Task directions
For the records below, the count of lines that hold "image" is required; give only that number.

Given entries
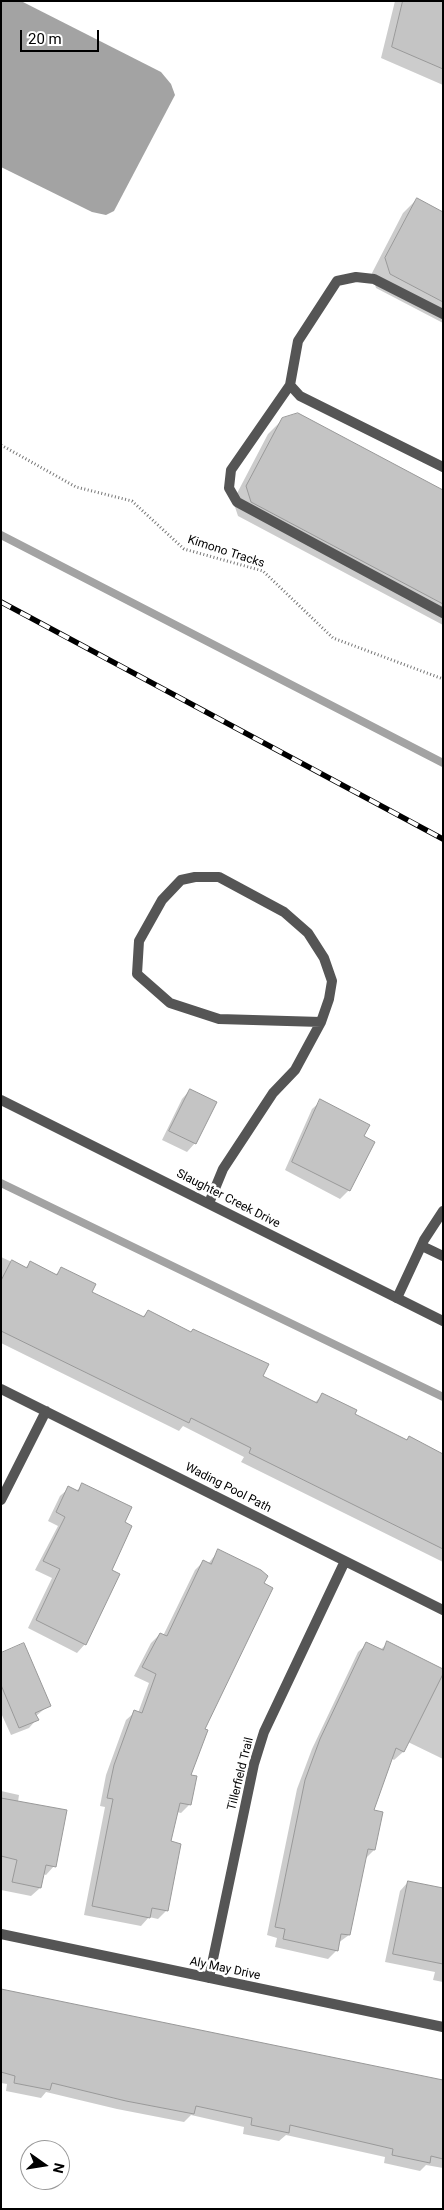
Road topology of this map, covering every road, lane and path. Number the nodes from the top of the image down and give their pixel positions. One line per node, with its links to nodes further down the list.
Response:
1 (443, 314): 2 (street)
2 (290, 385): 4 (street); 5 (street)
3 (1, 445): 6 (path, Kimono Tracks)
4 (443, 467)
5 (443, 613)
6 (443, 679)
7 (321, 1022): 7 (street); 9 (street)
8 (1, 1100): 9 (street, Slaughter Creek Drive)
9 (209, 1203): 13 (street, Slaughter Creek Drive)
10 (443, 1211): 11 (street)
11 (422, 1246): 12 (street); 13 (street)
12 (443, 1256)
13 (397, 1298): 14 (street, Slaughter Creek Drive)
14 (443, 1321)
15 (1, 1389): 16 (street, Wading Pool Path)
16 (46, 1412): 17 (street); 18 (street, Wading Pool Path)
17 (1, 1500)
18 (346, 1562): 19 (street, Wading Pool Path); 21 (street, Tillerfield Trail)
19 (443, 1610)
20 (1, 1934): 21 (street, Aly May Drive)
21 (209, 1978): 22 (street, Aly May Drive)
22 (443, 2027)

...

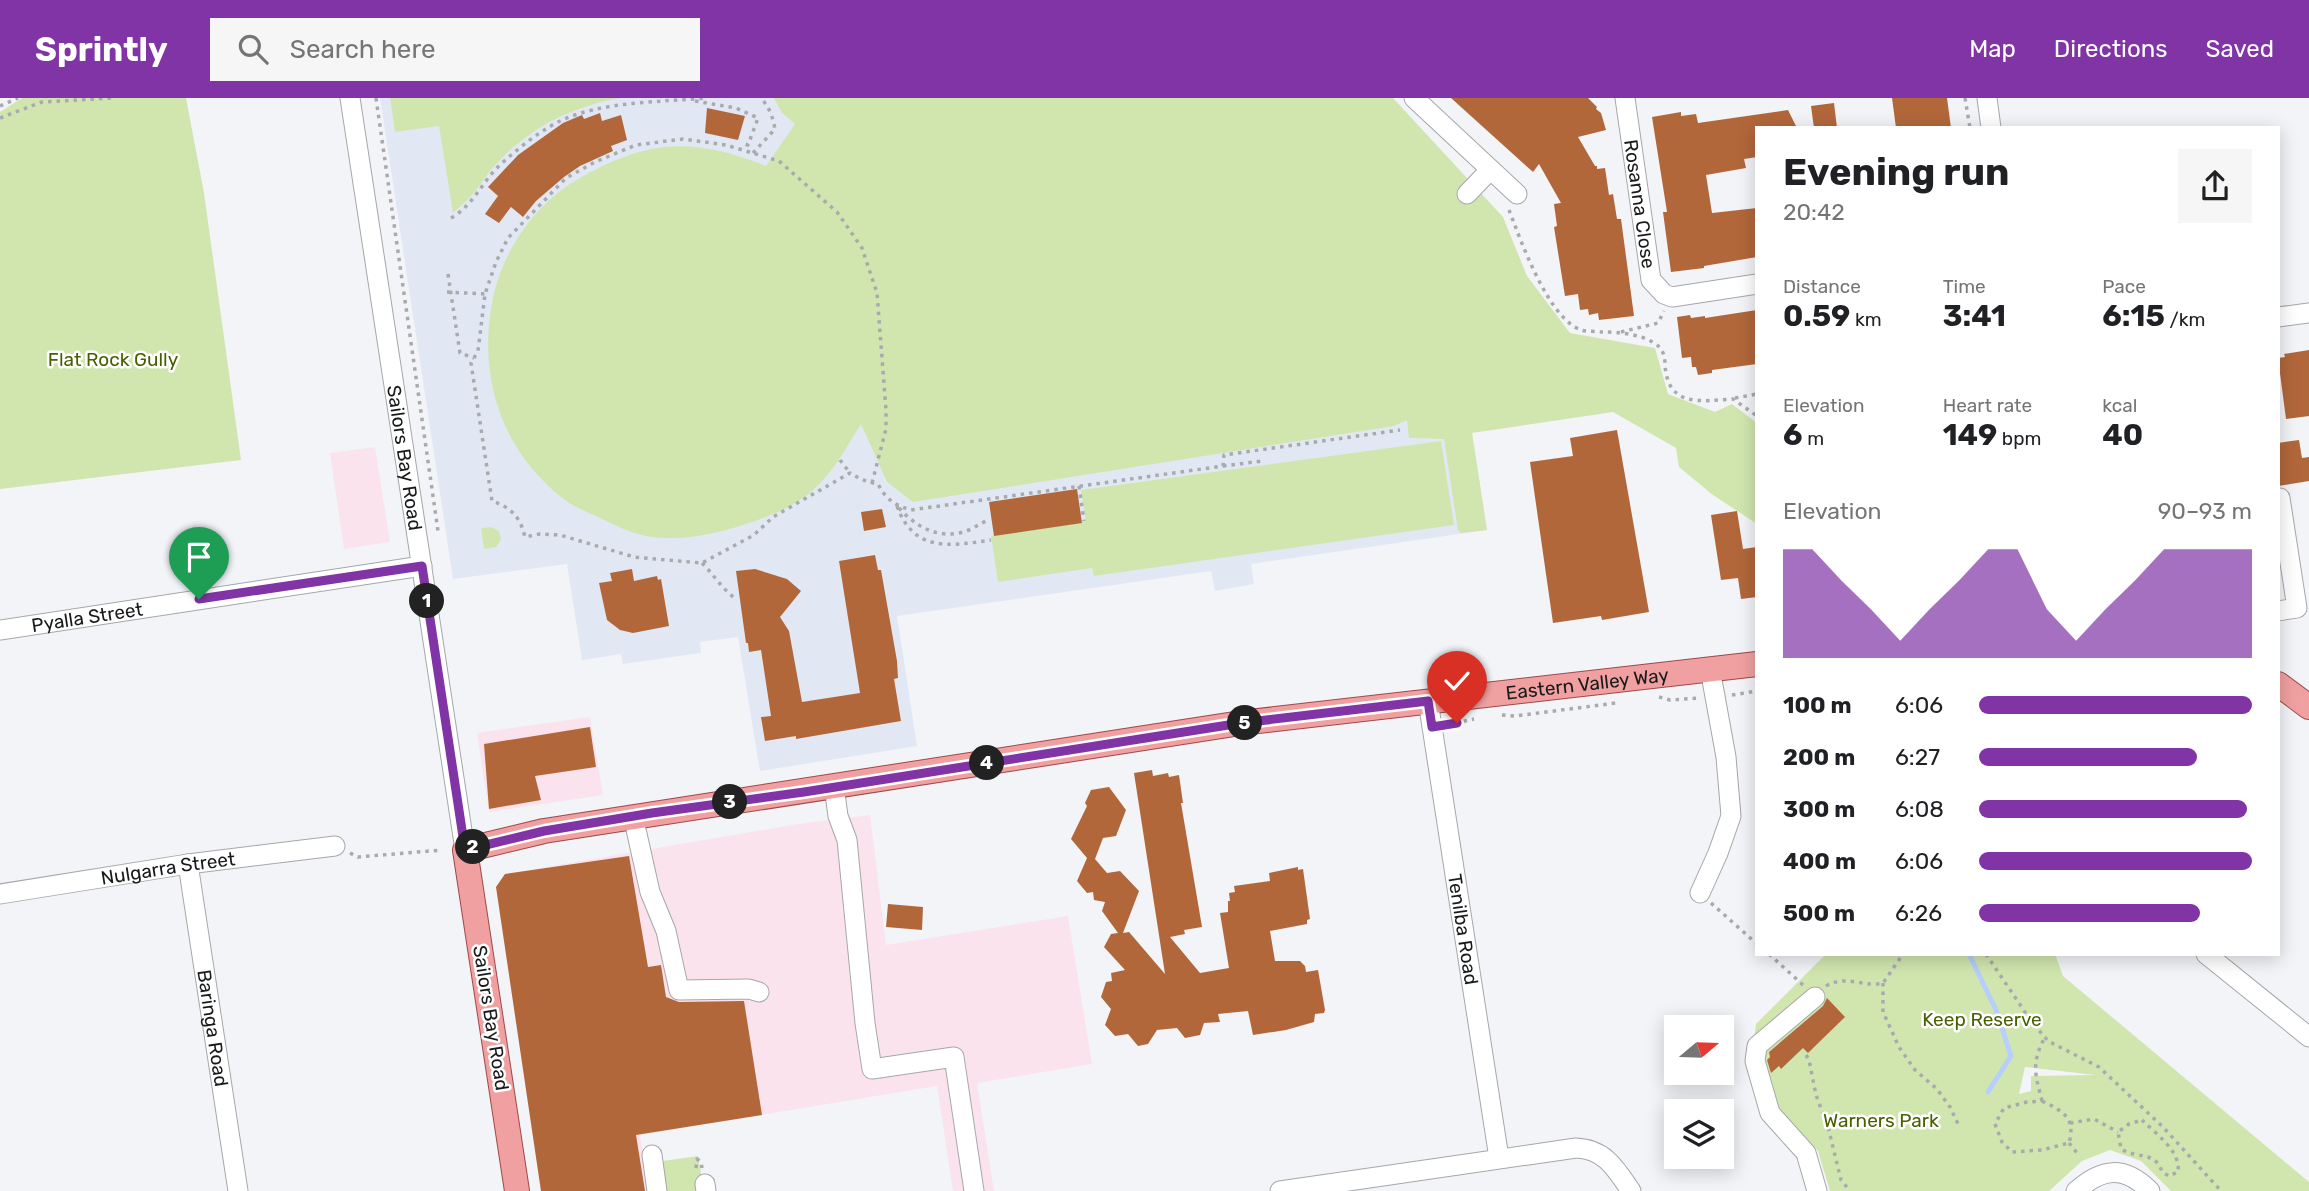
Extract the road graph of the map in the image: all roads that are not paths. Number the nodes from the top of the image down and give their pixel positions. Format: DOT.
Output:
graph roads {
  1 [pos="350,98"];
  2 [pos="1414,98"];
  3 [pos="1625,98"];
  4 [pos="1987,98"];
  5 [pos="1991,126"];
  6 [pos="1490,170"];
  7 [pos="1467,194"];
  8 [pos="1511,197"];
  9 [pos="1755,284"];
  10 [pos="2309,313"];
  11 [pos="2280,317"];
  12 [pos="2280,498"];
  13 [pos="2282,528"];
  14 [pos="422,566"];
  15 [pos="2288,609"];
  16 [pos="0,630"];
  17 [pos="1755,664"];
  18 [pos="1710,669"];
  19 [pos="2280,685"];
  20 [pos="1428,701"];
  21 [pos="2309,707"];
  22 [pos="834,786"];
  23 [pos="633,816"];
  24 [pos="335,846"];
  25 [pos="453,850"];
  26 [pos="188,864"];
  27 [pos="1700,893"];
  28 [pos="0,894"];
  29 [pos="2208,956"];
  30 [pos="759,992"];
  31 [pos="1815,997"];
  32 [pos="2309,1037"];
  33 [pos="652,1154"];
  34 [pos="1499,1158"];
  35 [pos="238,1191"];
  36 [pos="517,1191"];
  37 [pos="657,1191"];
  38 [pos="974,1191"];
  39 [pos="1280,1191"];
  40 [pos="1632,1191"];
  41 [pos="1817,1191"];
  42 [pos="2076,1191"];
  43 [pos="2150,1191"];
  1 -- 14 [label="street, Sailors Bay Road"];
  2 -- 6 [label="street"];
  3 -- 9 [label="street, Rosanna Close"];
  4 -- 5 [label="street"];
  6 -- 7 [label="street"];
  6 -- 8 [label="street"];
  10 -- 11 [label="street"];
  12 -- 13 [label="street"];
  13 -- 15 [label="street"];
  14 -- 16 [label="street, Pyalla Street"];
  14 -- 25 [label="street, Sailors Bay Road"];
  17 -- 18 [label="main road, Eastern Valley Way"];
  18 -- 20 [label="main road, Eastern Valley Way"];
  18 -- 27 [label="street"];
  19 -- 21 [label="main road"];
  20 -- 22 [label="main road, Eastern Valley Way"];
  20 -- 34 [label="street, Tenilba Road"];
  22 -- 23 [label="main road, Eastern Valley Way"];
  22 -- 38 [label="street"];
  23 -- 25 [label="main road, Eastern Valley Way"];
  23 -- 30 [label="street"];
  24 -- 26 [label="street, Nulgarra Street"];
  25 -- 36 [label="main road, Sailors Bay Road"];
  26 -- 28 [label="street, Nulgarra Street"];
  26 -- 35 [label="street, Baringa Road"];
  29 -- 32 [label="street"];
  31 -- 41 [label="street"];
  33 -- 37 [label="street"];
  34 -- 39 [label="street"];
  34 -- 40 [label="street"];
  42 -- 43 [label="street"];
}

Solution to the problem
2